Dataset items:

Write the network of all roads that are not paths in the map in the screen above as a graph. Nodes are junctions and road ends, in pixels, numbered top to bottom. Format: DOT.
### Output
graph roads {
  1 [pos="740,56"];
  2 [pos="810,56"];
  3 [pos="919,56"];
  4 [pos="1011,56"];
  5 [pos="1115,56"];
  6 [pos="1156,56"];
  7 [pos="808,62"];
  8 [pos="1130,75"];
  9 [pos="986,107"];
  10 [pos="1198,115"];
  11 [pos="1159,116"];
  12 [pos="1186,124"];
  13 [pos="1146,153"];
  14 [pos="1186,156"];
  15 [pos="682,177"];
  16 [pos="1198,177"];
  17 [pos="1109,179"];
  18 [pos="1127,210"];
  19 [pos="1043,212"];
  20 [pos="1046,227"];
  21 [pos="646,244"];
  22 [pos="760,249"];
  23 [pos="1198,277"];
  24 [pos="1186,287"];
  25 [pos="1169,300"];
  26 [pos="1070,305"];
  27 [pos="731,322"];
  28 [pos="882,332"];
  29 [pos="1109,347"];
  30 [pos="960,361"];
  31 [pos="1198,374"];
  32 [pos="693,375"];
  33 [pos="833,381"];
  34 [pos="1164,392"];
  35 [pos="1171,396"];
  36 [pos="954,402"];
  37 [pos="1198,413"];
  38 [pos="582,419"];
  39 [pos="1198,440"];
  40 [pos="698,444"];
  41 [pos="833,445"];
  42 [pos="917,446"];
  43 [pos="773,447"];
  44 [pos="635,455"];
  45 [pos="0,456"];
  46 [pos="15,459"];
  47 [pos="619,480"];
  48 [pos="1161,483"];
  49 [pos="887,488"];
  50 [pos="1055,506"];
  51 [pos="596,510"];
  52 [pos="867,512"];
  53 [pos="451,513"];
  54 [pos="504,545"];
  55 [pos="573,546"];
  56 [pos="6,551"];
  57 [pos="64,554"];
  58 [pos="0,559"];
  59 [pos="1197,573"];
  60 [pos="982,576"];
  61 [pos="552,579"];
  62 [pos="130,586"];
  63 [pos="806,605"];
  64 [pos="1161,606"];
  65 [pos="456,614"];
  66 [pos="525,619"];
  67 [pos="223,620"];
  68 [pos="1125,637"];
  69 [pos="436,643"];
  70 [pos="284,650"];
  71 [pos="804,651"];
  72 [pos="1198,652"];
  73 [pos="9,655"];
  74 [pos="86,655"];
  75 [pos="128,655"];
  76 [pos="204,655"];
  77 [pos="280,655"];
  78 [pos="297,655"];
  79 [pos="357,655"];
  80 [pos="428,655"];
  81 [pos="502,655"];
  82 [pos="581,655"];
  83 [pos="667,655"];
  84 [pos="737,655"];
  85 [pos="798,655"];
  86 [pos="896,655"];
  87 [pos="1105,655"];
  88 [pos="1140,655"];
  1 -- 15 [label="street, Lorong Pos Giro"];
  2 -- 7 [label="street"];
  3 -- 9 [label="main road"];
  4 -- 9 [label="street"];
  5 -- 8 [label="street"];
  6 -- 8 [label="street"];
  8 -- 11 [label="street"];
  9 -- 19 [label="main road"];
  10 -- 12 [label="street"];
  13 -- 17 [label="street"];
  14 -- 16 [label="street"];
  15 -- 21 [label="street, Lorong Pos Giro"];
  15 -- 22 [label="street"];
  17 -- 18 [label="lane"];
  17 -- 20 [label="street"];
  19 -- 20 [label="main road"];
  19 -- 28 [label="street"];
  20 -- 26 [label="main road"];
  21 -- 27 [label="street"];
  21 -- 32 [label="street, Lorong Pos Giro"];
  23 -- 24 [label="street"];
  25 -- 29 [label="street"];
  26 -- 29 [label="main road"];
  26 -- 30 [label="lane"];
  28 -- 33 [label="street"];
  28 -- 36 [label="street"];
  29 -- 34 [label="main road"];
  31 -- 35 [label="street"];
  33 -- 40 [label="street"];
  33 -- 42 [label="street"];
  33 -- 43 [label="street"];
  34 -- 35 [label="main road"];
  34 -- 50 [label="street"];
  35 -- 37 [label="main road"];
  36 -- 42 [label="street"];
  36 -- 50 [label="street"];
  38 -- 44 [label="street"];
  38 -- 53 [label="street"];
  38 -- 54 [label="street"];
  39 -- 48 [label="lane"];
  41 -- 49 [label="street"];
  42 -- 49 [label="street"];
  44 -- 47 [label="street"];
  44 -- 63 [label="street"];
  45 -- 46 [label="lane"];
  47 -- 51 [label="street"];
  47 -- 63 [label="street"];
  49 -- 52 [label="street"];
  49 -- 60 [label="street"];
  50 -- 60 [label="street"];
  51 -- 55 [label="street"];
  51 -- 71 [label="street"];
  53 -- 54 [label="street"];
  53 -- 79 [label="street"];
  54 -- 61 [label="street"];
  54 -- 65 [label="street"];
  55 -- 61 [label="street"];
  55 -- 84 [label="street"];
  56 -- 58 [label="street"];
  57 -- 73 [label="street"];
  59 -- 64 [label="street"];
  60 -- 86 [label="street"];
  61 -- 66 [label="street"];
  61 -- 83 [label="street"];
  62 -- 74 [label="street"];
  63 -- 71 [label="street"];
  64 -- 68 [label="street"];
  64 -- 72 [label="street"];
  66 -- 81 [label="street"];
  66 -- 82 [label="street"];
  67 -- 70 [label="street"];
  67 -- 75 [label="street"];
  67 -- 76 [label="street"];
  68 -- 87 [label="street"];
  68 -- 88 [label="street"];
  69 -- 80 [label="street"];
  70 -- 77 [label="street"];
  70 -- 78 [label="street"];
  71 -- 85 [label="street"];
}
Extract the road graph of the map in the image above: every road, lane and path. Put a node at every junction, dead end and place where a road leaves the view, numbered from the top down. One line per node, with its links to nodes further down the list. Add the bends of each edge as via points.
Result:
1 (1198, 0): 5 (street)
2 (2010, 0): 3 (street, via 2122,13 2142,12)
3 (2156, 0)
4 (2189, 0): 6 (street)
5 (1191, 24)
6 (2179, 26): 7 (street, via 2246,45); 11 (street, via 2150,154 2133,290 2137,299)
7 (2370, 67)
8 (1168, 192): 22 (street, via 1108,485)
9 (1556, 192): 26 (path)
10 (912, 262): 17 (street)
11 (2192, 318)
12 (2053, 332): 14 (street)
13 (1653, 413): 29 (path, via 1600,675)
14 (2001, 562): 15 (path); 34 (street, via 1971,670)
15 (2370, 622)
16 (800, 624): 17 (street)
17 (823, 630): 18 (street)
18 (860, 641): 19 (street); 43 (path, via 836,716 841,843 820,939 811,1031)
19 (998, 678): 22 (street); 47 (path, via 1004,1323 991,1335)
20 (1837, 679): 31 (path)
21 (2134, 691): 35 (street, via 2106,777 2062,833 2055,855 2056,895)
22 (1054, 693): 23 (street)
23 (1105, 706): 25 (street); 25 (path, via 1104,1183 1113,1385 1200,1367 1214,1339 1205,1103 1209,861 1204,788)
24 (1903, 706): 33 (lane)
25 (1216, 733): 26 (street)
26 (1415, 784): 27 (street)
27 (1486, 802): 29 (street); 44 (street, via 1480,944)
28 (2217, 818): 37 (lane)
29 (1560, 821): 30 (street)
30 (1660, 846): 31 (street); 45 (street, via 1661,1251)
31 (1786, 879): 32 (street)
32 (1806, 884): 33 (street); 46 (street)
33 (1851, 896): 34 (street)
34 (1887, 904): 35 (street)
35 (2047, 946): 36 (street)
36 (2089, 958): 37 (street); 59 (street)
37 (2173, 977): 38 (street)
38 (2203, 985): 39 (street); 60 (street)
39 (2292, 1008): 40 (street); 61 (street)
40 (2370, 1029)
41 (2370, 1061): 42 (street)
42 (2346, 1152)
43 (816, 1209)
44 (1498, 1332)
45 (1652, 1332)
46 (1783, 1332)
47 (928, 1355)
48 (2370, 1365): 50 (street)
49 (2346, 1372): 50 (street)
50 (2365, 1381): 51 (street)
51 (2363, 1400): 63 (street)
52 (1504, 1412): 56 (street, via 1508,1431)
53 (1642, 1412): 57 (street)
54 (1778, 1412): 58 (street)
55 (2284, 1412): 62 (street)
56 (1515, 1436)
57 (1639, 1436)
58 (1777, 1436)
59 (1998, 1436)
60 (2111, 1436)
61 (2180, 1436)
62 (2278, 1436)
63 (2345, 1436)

### What you are asked to do
For the records above, state the count of lines where "lane" appears, without any other text.

### Your response
7